Chapter 114,377 wordsPublic domain

Beggars have various ways by which they can get shillings instead of pennies. When a beggar in a lodging-house kitchen produced a massive ring for the inspection of his fellow lodgers, it was eagerly commented on as "a good one"; by which they meant to say that it was a good imitation, for they all knew that it was a dummy. But a navvy saw that it was marked so many carats, felt that it was heavy, saw that it was of good colour, and exclaimed, to the derision of the lodgers assembled: "It's real gold! Did you pick it up?" "Will you give me sixpence for it?" asked the other. The navvy did not answer, for this question seemed to enlighten him.

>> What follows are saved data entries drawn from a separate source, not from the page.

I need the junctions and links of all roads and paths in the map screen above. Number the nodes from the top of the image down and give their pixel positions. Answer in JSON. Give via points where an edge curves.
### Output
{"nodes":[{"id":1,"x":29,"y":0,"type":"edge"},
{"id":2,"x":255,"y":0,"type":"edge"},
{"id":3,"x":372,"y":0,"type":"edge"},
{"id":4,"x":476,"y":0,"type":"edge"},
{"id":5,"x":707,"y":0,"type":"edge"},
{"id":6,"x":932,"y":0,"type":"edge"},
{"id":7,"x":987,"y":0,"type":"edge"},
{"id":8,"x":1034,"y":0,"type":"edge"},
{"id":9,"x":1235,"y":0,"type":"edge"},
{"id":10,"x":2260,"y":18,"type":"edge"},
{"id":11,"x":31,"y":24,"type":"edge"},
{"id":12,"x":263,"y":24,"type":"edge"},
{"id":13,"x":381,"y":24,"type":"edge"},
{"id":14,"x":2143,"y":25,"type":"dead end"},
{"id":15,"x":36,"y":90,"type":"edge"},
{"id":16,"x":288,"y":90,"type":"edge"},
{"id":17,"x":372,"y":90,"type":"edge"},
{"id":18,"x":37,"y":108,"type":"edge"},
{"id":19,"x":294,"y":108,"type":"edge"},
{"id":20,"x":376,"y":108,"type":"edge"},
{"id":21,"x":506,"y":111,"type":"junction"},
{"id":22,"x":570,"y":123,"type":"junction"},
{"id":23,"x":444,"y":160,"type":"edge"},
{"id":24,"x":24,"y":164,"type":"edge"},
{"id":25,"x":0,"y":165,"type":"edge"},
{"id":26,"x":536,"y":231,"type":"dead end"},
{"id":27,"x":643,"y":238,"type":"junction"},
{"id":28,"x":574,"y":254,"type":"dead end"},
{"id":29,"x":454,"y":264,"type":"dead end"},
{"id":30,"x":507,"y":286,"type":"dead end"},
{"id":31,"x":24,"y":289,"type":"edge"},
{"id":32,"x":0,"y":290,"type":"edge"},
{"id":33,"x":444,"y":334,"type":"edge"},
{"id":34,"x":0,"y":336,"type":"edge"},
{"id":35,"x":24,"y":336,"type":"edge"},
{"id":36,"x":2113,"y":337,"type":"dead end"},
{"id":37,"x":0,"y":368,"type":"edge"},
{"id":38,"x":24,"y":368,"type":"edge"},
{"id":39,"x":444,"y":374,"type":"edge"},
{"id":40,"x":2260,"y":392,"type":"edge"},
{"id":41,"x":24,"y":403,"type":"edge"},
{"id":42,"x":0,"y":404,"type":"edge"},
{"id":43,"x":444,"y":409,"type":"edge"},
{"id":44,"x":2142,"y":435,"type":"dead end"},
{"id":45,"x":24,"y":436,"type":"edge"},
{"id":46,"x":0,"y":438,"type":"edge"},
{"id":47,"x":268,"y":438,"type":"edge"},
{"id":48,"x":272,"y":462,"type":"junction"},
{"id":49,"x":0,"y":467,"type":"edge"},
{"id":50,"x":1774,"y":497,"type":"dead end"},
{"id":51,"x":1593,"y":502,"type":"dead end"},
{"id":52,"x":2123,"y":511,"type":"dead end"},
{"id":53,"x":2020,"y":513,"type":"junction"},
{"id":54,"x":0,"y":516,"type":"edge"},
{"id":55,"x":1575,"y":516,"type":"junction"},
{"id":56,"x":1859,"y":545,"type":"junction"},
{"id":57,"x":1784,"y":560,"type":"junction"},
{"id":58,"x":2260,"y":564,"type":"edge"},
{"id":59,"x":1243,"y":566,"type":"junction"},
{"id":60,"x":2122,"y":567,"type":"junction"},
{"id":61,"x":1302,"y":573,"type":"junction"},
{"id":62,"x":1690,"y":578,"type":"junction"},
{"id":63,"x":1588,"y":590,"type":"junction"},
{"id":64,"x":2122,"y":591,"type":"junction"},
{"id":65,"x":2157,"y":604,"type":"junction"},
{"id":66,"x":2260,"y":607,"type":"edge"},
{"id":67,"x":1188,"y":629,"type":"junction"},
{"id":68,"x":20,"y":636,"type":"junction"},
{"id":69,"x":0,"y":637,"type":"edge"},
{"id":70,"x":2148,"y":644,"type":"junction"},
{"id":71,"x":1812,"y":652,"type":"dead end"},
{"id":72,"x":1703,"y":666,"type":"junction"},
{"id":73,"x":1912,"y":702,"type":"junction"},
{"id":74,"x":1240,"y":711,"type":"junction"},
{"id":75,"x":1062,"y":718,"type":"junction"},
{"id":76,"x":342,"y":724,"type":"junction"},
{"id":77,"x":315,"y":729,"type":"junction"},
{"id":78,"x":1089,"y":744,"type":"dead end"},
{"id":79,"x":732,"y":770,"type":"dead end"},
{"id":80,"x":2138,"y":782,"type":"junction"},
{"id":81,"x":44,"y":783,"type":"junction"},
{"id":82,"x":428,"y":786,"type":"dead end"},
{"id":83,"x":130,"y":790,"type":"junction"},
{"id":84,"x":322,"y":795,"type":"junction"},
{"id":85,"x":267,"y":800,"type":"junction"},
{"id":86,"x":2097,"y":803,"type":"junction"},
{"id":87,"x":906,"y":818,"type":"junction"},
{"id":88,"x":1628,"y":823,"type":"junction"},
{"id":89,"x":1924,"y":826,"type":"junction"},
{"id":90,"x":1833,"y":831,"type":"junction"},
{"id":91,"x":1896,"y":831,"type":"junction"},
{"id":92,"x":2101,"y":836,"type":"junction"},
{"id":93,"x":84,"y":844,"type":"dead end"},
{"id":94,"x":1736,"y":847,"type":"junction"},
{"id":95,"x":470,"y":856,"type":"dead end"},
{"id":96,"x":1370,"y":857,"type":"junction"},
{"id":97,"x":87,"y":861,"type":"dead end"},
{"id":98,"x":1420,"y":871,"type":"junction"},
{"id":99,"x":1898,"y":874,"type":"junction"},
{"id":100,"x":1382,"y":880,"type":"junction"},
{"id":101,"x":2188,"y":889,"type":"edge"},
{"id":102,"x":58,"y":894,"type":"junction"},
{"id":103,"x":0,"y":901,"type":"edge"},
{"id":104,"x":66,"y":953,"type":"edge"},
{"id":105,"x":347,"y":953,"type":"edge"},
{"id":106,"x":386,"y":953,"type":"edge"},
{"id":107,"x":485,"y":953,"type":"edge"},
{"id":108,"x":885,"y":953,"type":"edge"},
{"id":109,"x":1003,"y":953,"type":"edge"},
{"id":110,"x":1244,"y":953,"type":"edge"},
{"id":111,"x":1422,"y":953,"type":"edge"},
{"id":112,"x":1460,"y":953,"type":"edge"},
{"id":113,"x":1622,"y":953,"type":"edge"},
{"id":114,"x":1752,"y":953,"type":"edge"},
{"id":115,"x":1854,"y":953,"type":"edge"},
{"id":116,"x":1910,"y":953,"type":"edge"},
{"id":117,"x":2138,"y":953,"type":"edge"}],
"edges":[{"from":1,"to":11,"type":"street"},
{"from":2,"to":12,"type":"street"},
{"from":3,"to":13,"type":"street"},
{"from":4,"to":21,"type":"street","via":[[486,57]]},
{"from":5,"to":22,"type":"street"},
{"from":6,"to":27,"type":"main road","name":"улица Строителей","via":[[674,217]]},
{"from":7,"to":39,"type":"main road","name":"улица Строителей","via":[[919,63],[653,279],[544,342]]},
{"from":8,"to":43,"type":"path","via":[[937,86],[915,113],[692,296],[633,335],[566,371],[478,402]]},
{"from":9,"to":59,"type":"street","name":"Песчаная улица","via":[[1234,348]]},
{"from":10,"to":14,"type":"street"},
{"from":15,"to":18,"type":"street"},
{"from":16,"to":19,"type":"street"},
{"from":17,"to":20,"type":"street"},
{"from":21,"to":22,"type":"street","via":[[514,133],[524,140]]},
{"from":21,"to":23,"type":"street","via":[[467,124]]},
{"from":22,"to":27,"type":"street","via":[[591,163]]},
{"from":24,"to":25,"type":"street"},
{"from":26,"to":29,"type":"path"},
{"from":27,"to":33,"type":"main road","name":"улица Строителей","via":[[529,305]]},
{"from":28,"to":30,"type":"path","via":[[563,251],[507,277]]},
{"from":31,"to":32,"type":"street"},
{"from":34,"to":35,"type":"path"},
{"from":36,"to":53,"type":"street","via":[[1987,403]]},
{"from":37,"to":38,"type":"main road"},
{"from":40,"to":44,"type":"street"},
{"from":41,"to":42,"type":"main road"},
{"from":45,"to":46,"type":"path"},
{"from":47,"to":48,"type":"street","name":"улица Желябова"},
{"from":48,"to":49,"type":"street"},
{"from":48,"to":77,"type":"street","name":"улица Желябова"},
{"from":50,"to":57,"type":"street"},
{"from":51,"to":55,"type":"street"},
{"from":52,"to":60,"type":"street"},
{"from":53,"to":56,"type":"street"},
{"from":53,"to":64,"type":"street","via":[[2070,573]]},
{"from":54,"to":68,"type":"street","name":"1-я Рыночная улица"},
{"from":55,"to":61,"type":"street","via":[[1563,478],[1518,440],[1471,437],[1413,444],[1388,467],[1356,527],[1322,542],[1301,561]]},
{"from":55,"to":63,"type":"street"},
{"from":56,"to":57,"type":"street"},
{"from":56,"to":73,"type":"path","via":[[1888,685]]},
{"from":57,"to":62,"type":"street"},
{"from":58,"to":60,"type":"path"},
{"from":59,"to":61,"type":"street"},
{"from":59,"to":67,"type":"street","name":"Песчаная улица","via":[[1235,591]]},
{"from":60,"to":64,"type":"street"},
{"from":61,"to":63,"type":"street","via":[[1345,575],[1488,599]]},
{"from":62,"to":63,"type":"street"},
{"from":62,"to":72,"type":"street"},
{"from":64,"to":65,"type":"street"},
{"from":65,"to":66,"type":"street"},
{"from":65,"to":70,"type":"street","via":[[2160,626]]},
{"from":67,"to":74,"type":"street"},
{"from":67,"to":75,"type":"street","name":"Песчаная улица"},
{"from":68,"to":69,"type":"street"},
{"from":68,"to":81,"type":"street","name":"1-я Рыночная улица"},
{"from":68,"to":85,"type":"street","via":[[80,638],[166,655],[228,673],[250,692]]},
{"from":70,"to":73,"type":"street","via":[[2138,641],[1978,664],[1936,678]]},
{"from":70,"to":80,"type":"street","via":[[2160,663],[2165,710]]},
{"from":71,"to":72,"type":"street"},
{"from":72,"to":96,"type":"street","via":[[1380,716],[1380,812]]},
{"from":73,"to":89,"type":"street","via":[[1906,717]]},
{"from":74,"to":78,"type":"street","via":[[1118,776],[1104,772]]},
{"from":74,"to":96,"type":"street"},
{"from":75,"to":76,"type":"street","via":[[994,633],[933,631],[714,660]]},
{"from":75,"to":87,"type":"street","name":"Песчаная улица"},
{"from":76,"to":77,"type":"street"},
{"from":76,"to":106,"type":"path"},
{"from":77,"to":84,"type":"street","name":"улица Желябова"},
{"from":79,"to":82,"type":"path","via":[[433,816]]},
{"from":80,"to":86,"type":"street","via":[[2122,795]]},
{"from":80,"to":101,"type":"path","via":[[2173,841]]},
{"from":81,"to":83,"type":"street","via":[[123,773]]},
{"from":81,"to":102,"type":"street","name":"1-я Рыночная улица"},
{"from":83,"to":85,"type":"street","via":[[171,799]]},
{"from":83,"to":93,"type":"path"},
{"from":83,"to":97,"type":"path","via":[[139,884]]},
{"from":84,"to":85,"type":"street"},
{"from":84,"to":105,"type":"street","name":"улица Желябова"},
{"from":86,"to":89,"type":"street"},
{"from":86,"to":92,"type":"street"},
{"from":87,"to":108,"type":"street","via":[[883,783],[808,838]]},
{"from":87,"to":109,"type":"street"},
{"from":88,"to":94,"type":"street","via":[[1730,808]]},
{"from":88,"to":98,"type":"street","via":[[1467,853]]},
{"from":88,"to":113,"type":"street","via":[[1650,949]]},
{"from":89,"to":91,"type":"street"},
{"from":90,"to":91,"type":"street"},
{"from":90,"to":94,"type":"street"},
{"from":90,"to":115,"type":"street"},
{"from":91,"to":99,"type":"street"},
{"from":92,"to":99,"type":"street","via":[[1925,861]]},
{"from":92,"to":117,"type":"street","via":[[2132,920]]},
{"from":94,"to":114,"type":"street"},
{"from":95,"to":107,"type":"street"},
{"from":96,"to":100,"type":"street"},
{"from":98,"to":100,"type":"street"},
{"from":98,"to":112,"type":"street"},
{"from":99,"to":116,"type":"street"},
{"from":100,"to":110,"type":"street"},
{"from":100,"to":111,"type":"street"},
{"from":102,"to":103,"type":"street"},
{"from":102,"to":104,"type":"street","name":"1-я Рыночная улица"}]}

The ring dodge is a paying concern, for the sale of one ring often means dinner, drinks, supper, bed, and breakfast. The ring is, to all appearance, valuable; according to its colour, finish, weight, and--the best sign of all--its mark of carats. All that is to be done is to invite inspection, and if you are suspected of being a thief who is afraid to enter a pawnshop, so much the better, for you are almost certain to find an avaricious victim. Very few men can resist giving a couple of shillings for an article which they feel satisfied can be again easily disposed of at a good profit. I have often been invited as a would-be purchaser to examine a ring in the hand of a seedy-looking man, and, if he persists, I simply say, "I live in a doss-house," and he does not waste any more time on me.

Then there is the razor-man, with his very cheap razors, which look so very good. It is generally in public-houses where the razor-man succeeds. Producing a fine-looking razor, he invites inspection, and when it meets with approval he offers it for sale. If he cannot get more than three times its worth, he is in bad luck indeed.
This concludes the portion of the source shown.